We experience the movement of time in at least two distinct, grossly-oversimplified ways: linearly and cyclically. In linear time, we think of a three-part structure of past, present, and future, with time moving in one direction (like an arrow) without repetition. The arrow cannot be reversed back: time marches forward such that we cannot return to the past and we cannot skip ahead to tomorrow. But in the church, we also experience time in a cyclical way. We mark the passing of time on the church calendar, which repeats rhythmically, year after year. The calendar begins with Advent, Christmas and Epiphany, just recently passed, in which we remember the coming of Christ to earth as a man. The calendar then moves on through Lent, Easter and Ascension, during which we remember the death of Christ and His resurrection. After his ascension into heaven, we celebrate Pentecost, when he sent his spirit to comfort us until we are reunited with him. After Pentecost, the weeks on the church calendar are aptly labeled “ordinary time”… these are months of time which pass without extraordinary incident until we return to Advent and Christmas once again. So even as time shoots forward like an arrow, the church calendar repeats and reminds us that we also live in rhythms and seasons.

I have observed the cyclical, circular calendar of the church for about five years. Through the rhythm of the church calendar, I return over and over again to what Christ has done, in becoming incarnate, in showing us what God looks like, in shining light in our darkness.

Lent occurs as spring emerges, when creation is undergoing a seasonal process of renewal. When I lived in upstate New York and kept a garden, this was the time of year when the snow receded from the perennials and revealed dead, decayed organic matter beneath. I would collect the dead leaves and use a sharp hoe to incorporate them into the soil, causing them to decompose quickly and provide vital nutrients to the roots awakening below.

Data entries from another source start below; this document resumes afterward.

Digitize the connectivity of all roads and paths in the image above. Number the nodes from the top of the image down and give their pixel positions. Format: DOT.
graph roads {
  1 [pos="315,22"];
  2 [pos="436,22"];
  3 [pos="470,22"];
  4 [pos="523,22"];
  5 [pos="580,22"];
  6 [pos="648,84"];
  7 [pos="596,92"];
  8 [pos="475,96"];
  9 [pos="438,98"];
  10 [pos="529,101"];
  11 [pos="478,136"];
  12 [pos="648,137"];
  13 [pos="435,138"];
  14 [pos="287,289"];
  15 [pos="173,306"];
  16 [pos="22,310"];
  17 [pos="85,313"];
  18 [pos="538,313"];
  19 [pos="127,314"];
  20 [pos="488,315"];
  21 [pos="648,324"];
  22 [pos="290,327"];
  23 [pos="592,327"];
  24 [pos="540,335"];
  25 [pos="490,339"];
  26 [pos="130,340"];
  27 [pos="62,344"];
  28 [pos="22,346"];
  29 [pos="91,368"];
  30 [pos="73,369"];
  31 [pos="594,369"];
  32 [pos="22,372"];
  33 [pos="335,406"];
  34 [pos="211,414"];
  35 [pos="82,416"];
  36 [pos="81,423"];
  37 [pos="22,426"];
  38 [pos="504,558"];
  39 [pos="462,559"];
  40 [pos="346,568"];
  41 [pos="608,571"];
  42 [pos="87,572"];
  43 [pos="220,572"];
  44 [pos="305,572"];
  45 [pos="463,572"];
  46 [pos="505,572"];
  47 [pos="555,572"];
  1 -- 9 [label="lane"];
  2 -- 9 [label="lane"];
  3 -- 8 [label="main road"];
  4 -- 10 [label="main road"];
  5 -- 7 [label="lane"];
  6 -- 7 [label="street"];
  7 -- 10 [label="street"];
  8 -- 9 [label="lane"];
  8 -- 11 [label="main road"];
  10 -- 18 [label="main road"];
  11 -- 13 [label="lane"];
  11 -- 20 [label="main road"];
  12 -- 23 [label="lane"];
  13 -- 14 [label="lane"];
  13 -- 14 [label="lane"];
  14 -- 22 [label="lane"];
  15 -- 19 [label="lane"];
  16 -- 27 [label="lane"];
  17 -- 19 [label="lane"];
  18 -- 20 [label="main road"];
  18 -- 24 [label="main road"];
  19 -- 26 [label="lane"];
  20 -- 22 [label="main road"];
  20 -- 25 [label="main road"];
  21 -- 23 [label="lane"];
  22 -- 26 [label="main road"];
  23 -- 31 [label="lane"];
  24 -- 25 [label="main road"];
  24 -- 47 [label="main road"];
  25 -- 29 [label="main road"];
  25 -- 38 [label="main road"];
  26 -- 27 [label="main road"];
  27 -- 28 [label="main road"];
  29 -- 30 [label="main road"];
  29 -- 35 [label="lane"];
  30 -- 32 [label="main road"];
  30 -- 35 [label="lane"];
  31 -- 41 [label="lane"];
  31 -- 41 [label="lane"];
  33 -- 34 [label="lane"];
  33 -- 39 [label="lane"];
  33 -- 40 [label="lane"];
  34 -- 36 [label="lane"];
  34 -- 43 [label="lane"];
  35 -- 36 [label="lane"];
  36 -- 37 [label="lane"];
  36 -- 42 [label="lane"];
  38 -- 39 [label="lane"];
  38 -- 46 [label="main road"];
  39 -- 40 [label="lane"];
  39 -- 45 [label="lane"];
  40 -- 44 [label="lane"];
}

The Lenten season is likewise a season of renewal. I approach Lent as a season in which to look at my life, notice what is dead and what is growing, and cultivate a life-giving practice. I try practices which renew my spirit and raise my awareness of God’s active presence in my life. (In this chapter of my life, fasting doesn’t provide renewal and heightened awareness for me — I fixate on “deprivation” more so than I hear and see God. Maybe one day that will change.) One year, I learned how to pray the rosary. Another year, I explored breath prayers. Once, I replace watching TV with an emphasis on hospitality by planning and sharing meals with friends.

But yesterday, when I attended our beautiful ecumenical Ash Wednesday service with St. Martha and St. Mary’s Anglican Church and the Justus Lipsius Catholic Community, I didn’t have any ideas for Lent. I sat uncomfortably praying to God to give me some idea or focus for this season. What needs to be cleared away and what needs to be cultivated?

Then our priest, Jack, said something in the homily which arrested my attention: “Quite literally, the human body is composed of, among other things, roughly 50% oxygen, 10% hydrogen, and 30% carbon… dust we are, and to dust we shall return. Lent is not about beating ourselves for wrongdoing, mea culpa, mea culpa. Lent is about remembering the dignity of what we are: we are dust, and when Christ came to us, he came as dust.”

Over the course of these forty days, I am looking to recover the dignity of what I am in light of this incarnate God of dust. Man does not live by bread alone, Jesus said during his own forty days of wilderness desolation, implying by those words that man most certainly does live by bread. Later, bread would become the chief medium through which Christian celebrate the presence of Christ. So for Lent this year, I’ll be cultivating a practice of bread.

Before the advent of commercial yeast, bread was made by fermenting water and flour slowly, over time. The bacteria naturally present in the flour, water and air are fed daily and bubble up, over time, into an active and vibrant community of yeast. A practice that requires discipline and dedication and perception, cultivating wild yeast is a practice of mystery.

In his extraordinary work of culinary devotion called The Supper of the Lamb, Father Robert Farrar Capon expresses the depth of what it means to live by bread: “The company that forms around our dinner tables, they actually create our humanity… food is precisely an epiphany of the greatness of our nature… it is a sacrament, a real presence of the gorgeous mystery of our being” (p. xxvi).

Over the next forty days, I will attempt to cultivate a practice of bread-making, a labor of love and perception and epiphany. I’ll take a few notes each week and share them with you here. If you’re in Leuven, come over for a visit to taste and see the results of this practice! And if you don’t object, would you share your Lenten practice with me? What practice of awareness and renewal is God calling you to this year?